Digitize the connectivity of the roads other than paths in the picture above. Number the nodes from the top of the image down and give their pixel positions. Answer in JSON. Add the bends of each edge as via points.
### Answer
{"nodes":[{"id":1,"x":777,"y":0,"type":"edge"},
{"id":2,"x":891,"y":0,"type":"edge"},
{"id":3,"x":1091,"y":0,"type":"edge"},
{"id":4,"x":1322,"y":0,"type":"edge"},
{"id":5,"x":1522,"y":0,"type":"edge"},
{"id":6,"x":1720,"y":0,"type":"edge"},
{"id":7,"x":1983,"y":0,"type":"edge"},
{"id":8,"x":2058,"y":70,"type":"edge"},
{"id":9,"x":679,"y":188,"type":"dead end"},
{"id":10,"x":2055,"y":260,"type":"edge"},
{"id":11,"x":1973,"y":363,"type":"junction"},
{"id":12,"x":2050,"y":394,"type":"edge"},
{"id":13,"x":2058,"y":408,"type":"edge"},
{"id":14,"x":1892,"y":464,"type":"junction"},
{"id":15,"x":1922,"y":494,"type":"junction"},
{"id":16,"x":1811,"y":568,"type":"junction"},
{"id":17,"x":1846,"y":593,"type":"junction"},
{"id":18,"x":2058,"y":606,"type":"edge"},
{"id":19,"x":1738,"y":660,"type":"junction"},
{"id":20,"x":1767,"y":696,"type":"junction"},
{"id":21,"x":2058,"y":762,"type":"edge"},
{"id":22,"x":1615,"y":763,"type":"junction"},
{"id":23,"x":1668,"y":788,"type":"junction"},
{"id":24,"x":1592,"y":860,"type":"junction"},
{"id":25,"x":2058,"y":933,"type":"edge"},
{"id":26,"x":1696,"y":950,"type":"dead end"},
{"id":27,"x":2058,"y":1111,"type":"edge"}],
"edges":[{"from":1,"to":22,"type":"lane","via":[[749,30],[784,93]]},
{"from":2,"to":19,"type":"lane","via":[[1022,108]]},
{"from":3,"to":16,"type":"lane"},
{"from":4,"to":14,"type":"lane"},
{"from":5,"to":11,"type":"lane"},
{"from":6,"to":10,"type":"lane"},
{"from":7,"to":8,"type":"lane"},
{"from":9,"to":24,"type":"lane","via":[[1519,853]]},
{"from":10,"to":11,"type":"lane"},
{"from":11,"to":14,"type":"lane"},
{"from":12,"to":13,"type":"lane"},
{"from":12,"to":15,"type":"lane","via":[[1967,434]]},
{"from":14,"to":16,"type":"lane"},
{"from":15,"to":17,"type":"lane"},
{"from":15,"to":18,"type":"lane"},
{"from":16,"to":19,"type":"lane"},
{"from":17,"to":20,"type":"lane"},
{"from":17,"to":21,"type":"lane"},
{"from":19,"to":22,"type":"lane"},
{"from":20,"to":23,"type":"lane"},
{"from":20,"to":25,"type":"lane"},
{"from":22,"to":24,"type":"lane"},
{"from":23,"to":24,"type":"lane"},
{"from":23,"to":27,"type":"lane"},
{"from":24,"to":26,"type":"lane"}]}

····················

# TASK GOAL
After reading the lines above, reproduce them all exactly.

# TASK SOLUTION
Digitize the connectivity of the roads other than paths in the picture above. Number the nodes from the top of the image down and give their pixel positions. Answer in JSON. Add the bends of each edge as via points.
### Answer
{"nodes":[{"id":1,"x":777,"y":0,"type":"edge"},
{"id":2,"x":891,"y":0,"type":"edge"},
{"id":3,"x":1091,"y":0,"type":"edge"},
{"id":4,"x":1322,"y":0,"type":"edge"},
{"id":5,"x":1522,"y":0,"type":"edge"},
{"id":6,"x":1720,"y":0,"type":"edge"},
{"id":7,"x":1983,"y":0,"type":"edge"},
{"id":8,"x":2058,"y":70,"type":"edge"},
{"id":9,"x":679,"y":188,"type":"dead end"},
{"id":10,"x":2055,"y":260,"type":"edge"},
{"id":11,"x":1973,"y":363,"type":"junction"},
{"id":12,"x":2050,"y":394,"type":"edge"},
{"id":13,"x":2058,"y":408,"type":"edge"},
{"id":14,"x":1892,"y":464,"type":"junction"},
{"id":15,"x":1922,"y":494,"type":"junction"},
{"id":16,"x":1811,"y":568,"type":"junction"},
{"id":17,"x":1846,"y":593,"type":"junction"},
{"id":18,"x":2058,"y":606,"type":"edge"},
{"id":19,"x":1738,"y":660,"type":"junction"},
{"id":20,"x":1767,"y":696,"type":"junction"},
{"id":21,"x":2058,"y":762,"type":"edge"},
{"id":22,"x":1615,"y":763,"type":"junction"},
{"id":23,"x":1668,"y":788,"type":"junction"},
{"id":24,"x":1592,"y":860,"type":"junction"},
{"id":25,"x":2058,"y":933,"type":"edge"},
{"id":26,"x":1696,"y":950,"type":"dead end"},
{"id":27,"x":2058,"y":1111,"type":"edge"}],
"edges":[{"from":1,"to":22,"type":"lane","via":[[749,30],[784,93]]},
{"from":2,"to":19,"type":"lane","via":[[1022,108]]},
{"from":3,"to":16,"type":"lane"},
{"from":4,"to":14,"type":"lane"},
{"from":5,"to":11,"type":"lane"},
{"from":6,"to":10,"type":"lane"},
{"from":7,"to":8,"type":"lane"},
{"from":9,"to":24,"type":"lane","via":[[1519,853]]},
{"from":10,"to":11,"type":"lane"},
{"from":11,"to":14,"type":"lane"},
{"from":12,"to":13,"type":"lane"},
{"from":12,"to":15,"type":"lane","via":[[1967,434]]},
{"from":14,"to":16,"type":"lane"},
{"from":15,"to":17,"type":"lane"},
{"from":15,"to":18,"type":"lane"},
{"from":16,"to":19,"type":"lane"},
{"from":17,"to":20,"type":"lane"},
{"from":17,"to":21,"type":"lane"},
{"from":19,"to":22,"type":"lane"},
{"from":20,"to":23,"type":"lane"},
{"from":20,"to":25,"type":"lane"},
{"from":22,"to":24,"type":"lane"},
{"from":23,"to":24,"type":"lane"},
{"from":23,"to":27,"type":"lane"},
{"from":24,"to":26,"type":"lane"}]}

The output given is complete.